Mandatory Spending

Function 500 - Education, Training, Employment, and Social Services

Reduce or Eliminate Public Service Loan Forgiveness

CBO periodically issues a compendium of policy options (called Options for Reducing the Deficit) covering a broad range of issues, as well as separate reports that include options for changing federal tax and spending policies in particular areas. This option appears in one of those publications. The options are derived from many sources and reflect a range of possibilities. For each option, CBO presents an estimate of its effects on the budget but makes no recommendations. Inclusion or exclusion of any particular option does not imply an endorsement or rejection by CBO.

Billions of Dollars 2021 2022 2023 2024 2025 2026 2027 2028 2029 2030 2021–
  Savings Estimated Using the Method Established in the Federal Credit Reform Act
Change in Outlays  
  Cap PSLF at $57,500 -0.2 -0.5 -0.7 -0.9 -1.1 -1.4 -1.6 -1.9 -2.0 -2.1 -3.4 -12.5
  Eliminate PSLF -0.5 -1.3 -1.8 -2.2 -2.7 -3.1 -3.5 -4.0 -4.4 -4.7 -8.6 -28.3
  Savings Estimated Using the Fair-Value Method
Change in Outlays  
  Cap PSLF at $57,500 -0.1 -0.4 -0.5 -0.6 -0.8 -0.9 -1.1 -1.3 -1.4 -1.5 -2.4 -8.6
  Eliminate PSLF -0.4 -1.0 -1.4 -1.7 -2.0 -2.4 -2.7 -3.1 -3.4 -3.6 -6.5 -21.6

This option would take effect in July 2021.
By law, the costs of federal student loan programs are measured in the budget according to the method established in the Federal Credit Reform Act. The fair-value method is an alternative approach that more fully accounts for market risk; it is included in this table for informational purposes.
PSLF = Public Service Loan Forgiveness.

Federal student loans can be forgiven for a number of reasons. For borrowers participating in an income-driven repayment (IDR) plan, monthly payments are calculated each year based on the borrower’s income and family size. After the borrower has made payments for a certain period of time, usually 20 years, the outstanding balance of the loan is forgiven, although the borrower is liable for income taxes on that forgiven debt.

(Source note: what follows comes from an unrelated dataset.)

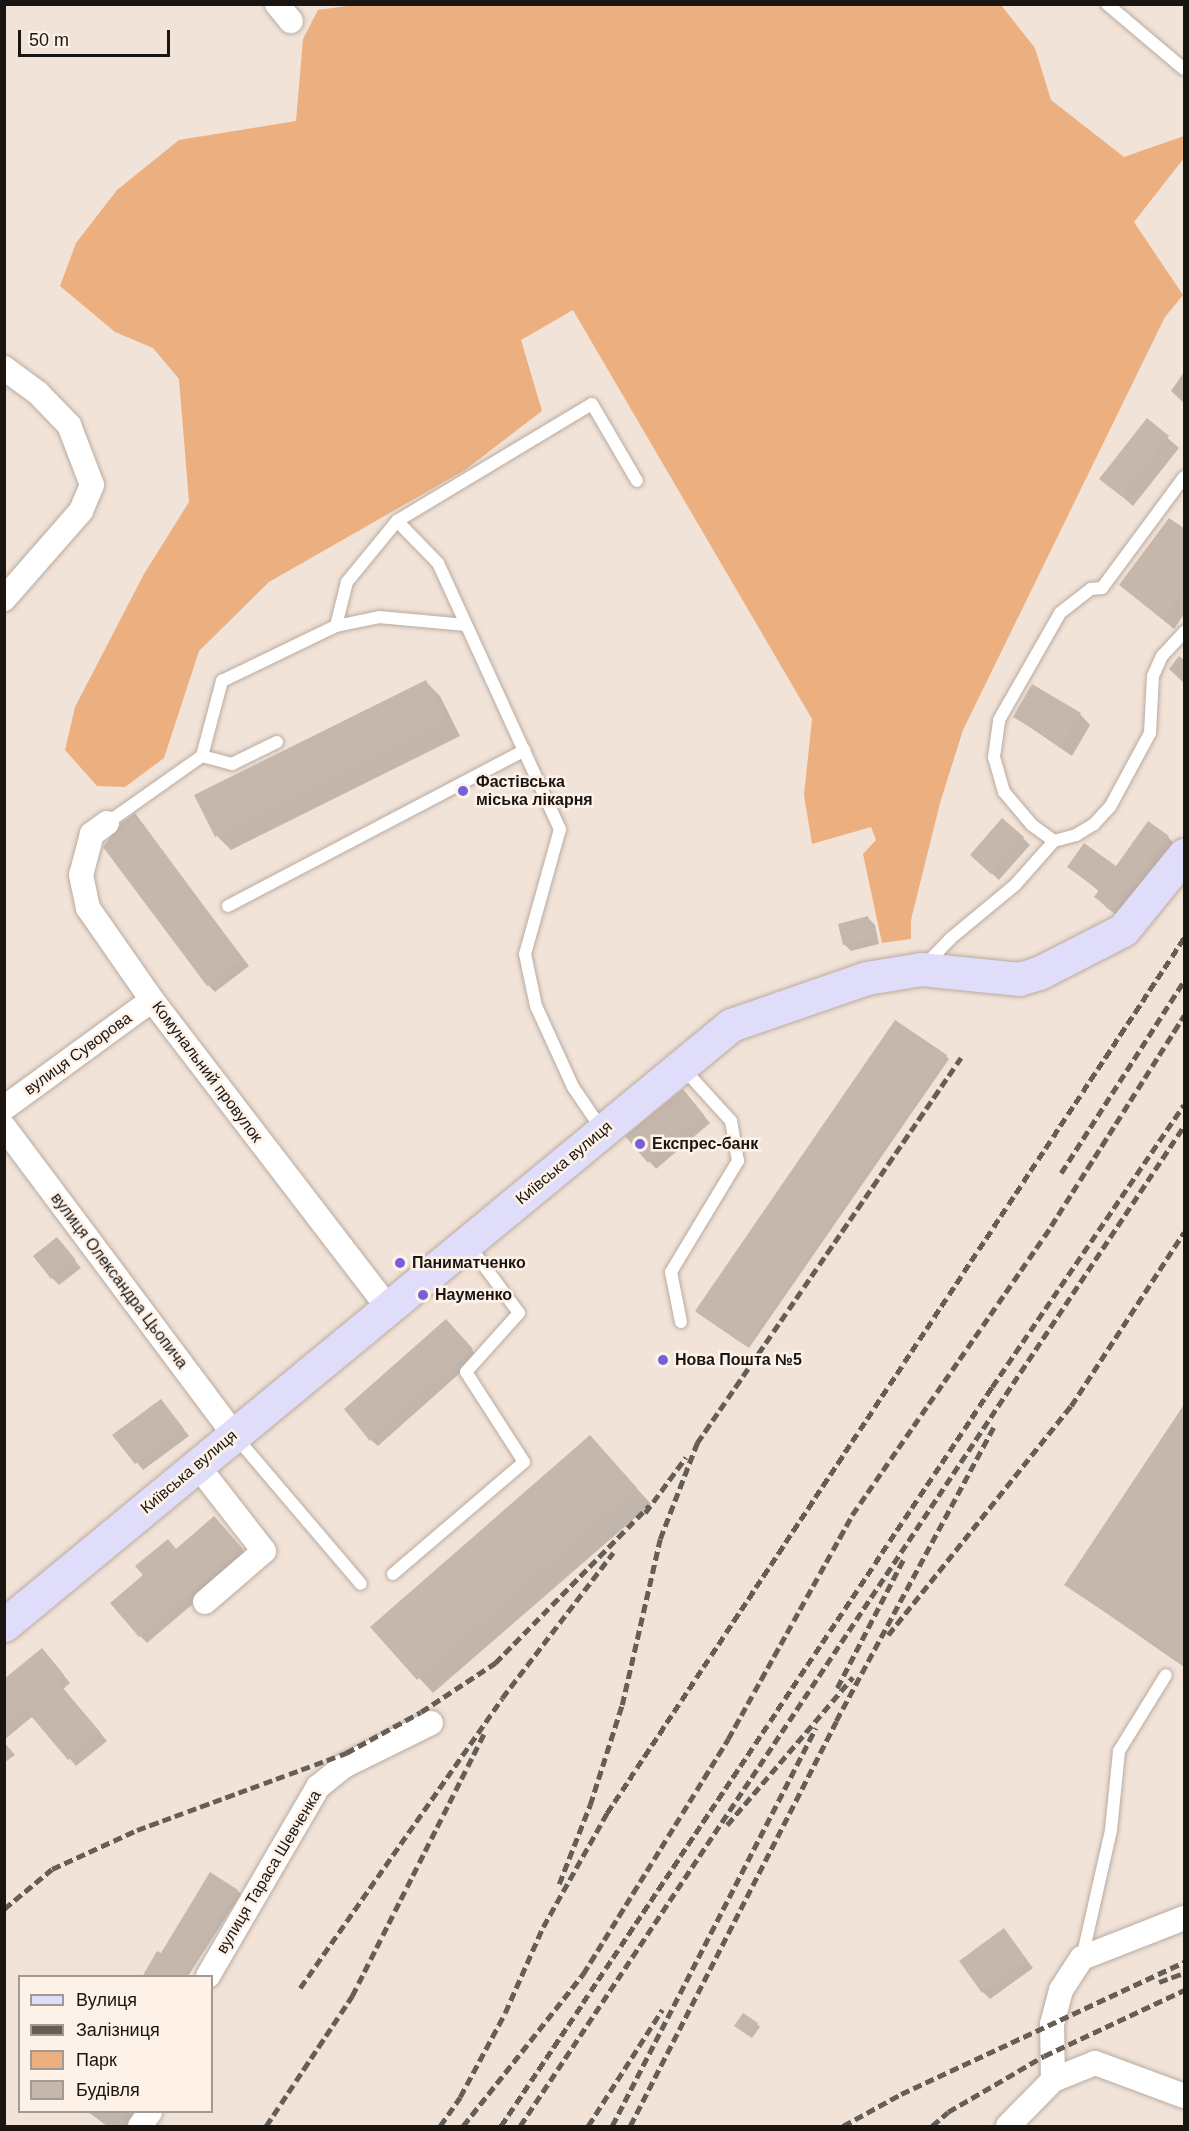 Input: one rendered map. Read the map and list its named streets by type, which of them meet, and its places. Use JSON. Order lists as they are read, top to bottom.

Borrowers in an IDR plan are also eligible for a second kind of loan forgiveness program, the Public Service Loan Forgiveness (PSLF) program, if they are employed full time in public service. That program provides debt forgiveness after 10 years of monthly payments, and borrowers are not liable for income taxes on the forgiven debt. Neither IDR plans nor the PSLF program impose a limit on the amount of debt that can be forgiven.

This option includes two alternatives that would apply to federal student loans taken out by new borrowers. One alternative would cap the amount of debt that could be forgiven under PSLF at $57,500—the current overall limit on loans to independent undergraduate students. Borrowers with a balance remaining after receiving the maximum forgiveness under PSLF would continue making payments under a repayment plan of their choice, including IDR plans, and, as a result, could receive additional forgiveness after making payments for the required additional time. The other alternative would eliminate the PSLF program. Borrowers would still have the option of choosing an IDR plan and, as a result, could receive loan forgiveness (albeit after making payments for a longer period of time).